_WHAT IS REQUIRED:_ Make an exact copy of the listing, without images.

_SUPPLIED INFORMATION:_
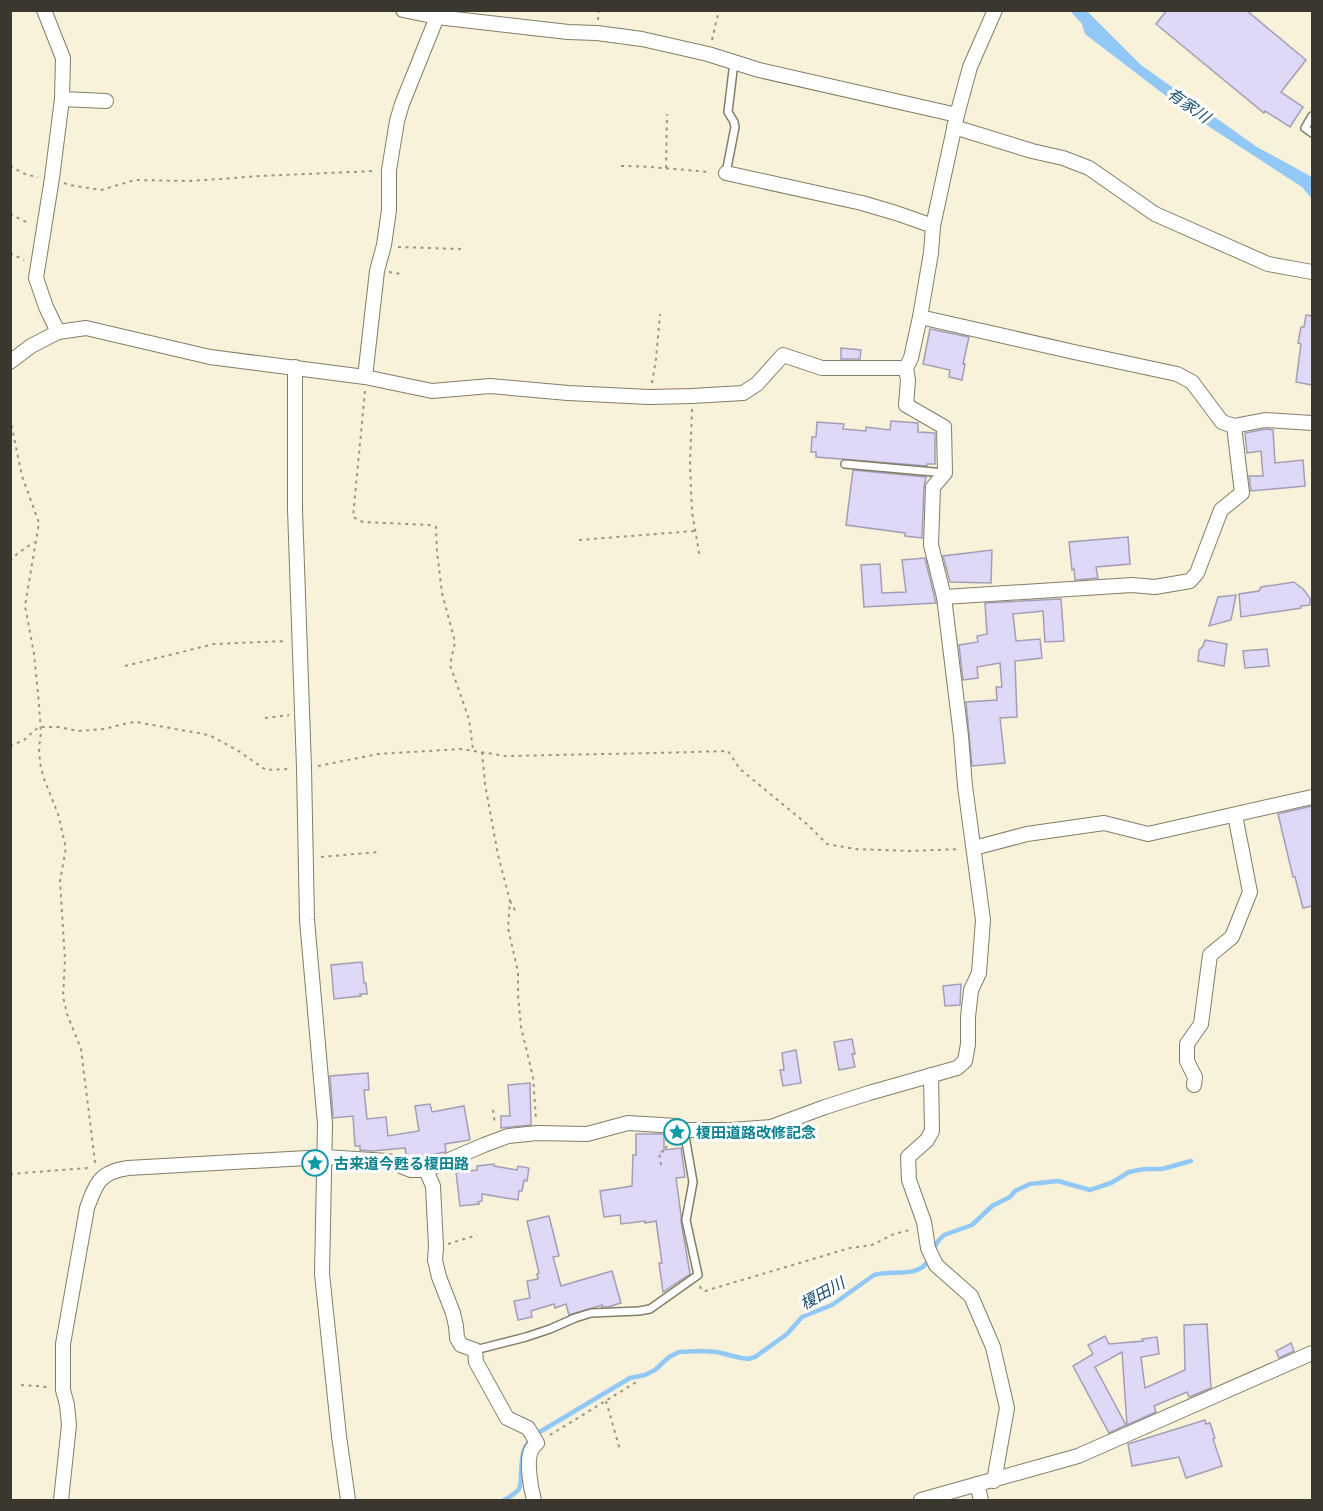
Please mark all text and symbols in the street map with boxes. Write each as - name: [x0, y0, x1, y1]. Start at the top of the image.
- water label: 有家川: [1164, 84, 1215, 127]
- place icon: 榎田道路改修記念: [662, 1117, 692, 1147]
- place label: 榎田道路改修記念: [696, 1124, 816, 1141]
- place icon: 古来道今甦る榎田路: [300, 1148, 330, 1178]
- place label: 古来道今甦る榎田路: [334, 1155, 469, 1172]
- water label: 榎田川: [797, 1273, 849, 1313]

_ANSWER SPACE:_
Please mark all text and symbols in the street map with boxes. Write each as - name: [x0, y0, x1, y1]. Start at the top of the image.
- water label: 有家川: [1164, 84, 1215, 127]
- place icon: 榎田道路改修記念: [662, 1117, 692, 1147]
- place label: 榎田道路改修記念: [696, 1124, 816, 1141]
- place icon: 古来道今甦る榎田路: [300, 1148, 330, 1178]
- place label: 古来道今甦る榎田路: [334, 1155, 469, 1172]
- water label: 榎田川: [797, 1273, 849, 1313]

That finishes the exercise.